Which lines below mention "italic"? Pick each one out.

THE DATA>
※ ※ ※
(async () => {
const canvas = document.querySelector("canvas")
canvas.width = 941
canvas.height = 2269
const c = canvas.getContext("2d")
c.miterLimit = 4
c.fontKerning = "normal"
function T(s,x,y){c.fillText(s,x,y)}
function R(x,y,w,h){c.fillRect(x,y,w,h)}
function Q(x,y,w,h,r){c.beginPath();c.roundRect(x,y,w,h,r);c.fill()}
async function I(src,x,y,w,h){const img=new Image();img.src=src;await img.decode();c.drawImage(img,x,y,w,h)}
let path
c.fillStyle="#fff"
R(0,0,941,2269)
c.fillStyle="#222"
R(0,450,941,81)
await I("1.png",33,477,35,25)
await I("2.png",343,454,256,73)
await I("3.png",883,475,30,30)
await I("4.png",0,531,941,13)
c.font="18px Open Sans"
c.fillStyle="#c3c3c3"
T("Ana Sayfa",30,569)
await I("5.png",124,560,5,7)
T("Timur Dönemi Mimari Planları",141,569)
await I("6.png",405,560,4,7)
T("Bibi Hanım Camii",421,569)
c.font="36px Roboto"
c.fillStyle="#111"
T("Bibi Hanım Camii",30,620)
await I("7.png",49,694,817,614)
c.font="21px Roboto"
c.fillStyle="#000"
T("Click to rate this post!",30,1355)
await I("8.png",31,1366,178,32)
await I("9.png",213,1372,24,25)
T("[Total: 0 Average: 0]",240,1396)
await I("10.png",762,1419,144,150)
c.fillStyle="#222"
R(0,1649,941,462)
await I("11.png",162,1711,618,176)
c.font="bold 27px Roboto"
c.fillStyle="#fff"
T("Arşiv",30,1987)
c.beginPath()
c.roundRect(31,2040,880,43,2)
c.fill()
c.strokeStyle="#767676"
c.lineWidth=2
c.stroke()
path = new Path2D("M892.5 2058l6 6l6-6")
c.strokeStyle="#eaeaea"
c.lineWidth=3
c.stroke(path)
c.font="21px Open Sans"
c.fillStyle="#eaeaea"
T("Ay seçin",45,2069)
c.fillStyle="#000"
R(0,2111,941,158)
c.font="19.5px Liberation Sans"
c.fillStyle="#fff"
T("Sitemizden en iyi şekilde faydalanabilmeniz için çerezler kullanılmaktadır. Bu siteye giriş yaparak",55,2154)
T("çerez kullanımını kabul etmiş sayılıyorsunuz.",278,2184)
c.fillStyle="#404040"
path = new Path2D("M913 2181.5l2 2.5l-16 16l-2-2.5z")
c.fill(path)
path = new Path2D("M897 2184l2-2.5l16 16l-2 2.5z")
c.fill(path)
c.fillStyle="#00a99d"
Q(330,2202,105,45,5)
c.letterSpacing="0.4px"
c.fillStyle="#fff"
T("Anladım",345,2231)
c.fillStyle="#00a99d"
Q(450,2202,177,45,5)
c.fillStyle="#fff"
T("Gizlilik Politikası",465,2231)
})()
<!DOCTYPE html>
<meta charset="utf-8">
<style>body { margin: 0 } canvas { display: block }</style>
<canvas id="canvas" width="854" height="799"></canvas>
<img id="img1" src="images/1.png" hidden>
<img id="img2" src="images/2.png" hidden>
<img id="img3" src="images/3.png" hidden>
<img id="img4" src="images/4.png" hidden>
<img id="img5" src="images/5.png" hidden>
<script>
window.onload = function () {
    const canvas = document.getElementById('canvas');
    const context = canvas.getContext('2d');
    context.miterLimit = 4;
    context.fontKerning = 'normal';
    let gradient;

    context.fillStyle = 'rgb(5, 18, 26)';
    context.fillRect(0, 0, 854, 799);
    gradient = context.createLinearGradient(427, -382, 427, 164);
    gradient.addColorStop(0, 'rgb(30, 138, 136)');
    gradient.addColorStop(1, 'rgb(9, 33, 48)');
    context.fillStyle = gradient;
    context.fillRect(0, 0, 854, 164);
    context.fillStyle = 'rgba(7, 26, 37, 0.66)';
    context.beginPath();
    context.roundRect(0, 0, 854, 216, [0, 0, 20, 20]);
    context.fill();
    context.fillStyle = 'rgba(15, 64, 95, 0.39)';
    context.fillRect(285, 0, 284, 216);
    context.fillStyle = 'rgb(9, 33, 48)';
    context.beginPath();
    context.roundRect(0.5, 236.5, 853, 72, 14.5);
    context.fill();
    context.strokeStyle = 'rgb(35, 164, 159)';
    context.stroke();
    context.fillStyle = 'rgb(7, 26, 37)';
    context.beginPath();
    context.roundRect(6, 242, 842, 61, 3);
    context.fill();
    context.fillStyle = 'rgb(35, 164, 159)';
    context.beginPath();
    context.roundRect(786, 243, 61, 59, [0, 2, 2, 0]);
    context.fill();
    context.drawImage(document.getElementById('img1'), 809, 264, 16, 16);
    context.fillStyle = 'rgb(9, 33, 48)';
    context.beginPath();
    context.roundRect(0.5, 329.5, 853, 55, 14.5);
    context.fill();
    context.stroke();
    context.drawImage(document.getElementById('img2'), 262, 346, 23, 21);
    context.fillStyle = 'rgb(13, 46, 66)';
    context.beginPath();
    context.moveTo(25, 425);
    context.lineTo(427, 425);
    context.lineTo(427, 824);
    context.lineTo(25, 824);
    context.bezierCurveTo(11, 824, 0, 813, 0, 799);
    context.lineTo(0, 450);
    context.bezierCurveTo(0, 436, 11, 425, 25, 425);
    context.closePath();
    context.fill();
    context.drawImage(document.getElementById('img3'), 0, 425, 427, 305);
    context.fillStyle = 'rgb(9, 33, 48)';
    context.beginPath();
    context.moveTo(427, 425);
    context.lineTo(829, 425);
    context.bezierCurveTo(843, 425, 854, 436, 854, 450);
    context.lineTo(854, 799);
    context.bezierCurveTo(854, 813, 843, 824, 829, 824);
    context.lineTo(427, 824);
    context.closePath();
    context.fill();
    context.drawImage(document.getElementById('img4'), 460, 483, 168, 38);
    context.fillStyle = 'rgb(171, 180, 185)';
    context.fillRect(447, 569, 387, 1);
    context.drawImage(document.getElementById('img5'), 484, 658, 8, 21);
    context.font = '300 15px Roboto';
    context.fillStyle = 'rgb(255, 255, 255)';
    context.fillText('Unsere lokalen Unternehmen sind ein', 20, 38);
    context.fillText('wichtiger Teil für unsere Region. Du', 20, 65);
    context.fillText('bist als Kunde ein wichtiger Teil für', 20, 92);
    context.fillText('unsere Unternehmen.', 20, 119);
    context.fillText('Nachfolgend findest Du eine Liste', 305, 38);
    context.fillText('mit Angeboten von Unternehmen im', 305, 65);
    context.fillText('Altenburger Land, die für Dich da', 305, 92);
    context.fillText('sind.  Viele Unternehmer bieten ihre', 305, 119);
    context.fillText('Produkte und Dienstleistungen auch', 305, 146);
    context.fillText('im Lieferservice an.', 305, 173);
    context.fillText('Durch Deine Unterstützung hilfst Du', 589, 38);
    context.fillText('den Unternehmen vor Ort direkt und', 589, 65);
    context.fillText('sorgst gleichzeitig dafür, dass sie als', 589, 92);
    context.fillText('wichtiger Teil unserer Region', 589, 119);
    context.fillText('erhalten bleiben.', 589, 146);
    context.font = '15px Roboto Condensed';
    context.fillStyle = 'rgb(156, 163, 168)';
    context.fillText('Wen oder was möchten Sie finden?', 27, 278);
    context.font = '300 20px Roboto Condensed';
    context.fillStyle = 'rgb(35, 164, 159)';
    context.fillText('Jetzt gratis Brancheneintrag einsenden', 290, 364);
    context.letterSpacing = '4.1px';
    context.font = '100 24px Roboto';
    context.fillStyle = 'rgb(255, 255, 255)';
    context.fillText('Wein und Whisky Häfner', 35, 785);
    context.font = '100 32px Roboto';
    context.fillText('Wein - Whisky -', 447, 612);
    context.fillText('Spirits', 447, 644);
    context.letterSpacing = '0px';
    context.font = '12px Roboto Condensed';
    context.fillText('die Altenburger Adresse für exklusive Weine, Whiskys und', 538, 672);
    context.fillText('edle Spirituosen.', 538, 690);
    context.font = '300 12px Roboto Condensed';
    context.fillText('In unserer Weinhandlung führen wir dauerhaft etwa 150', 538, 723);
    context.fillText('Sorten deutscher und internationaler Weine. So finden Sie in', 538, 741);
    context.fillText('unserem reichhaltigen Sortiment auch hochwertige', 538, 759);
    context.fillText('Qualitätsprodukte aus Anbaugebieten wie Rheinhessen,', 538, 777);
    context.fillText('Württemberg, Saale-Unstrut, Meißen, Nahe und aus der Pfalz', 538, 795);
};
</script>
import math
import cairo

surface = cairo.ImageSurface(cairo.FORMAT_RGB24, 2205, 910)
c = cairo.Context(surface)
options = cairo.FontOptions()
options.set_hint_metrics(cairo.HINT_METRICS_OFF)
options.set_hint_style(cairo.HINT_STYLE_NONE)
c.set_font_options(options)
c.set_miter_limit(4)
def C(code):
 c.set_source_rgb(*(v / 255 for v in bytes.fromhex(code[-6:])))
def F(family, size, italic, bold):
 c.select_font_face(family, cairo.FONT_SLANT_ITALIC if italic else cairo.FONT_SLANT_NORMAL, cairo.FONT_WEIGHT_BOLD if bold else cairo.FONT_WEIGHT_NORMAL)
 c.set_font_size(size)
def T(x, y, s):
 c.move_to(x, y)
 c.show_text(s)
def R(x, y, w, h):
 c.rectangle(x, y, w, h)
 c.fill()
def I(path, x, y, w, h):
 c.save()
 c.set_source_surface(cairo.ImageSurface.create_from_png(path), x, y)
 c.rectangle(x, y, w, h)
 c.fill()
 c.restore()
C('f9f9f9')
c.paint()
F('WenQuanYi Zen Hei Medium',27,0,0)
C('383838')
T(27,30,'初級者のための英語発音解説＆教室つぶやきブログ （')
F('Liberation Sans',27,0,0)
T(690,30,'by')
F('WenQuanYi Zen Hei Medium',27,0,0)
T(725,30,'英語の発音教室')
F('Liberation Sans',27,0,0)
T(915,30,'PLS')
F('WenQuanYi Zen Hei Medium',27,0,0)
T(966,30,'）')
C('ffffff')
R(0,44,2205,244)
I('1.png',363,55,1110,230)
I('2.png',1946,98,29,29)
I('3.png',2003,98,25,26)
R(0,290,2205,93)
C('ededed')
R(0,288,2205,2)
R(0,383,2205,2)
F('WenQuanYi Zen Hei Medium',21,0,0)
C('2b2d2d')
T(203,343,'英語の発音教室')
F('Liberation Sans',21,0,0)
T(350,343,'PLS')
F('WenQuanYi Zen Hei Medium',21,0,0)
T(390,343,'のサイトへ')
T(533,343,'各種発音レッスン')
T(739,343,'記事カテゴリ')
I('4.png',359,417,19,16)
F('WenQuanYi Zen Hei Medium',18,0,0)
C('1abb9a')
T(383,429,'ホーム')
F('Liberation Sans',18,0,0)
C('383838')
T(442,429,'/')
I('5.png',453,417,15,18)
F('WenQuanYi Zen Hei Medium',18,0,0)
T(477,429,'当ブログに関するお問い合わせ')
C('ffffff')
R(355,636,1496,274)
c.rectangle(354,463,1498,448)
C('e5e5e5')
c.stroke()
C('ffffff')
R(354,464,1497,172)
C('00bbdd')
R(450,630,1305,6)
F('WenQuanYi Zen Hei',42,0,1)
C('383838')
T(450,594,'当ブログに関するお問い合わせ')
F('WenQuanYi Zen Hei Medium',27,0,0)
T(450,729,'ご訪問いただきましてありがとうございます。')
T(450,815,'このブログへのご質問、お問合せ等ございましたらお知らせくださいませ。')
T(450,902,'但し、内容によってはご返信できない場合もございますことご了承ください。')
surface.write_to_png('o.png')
※ ※ ※
SOLUTION>
def F(family, size, italic, bold):
 c.select_font_face(family, cairo.FONT_SLANT_ITALIC if italic else cairo.FONT_SLANT_NORMAL, cairo.FONT_WEIGHT_BOLD if bold else cairo.FONT_WEIGHT_NORMAL)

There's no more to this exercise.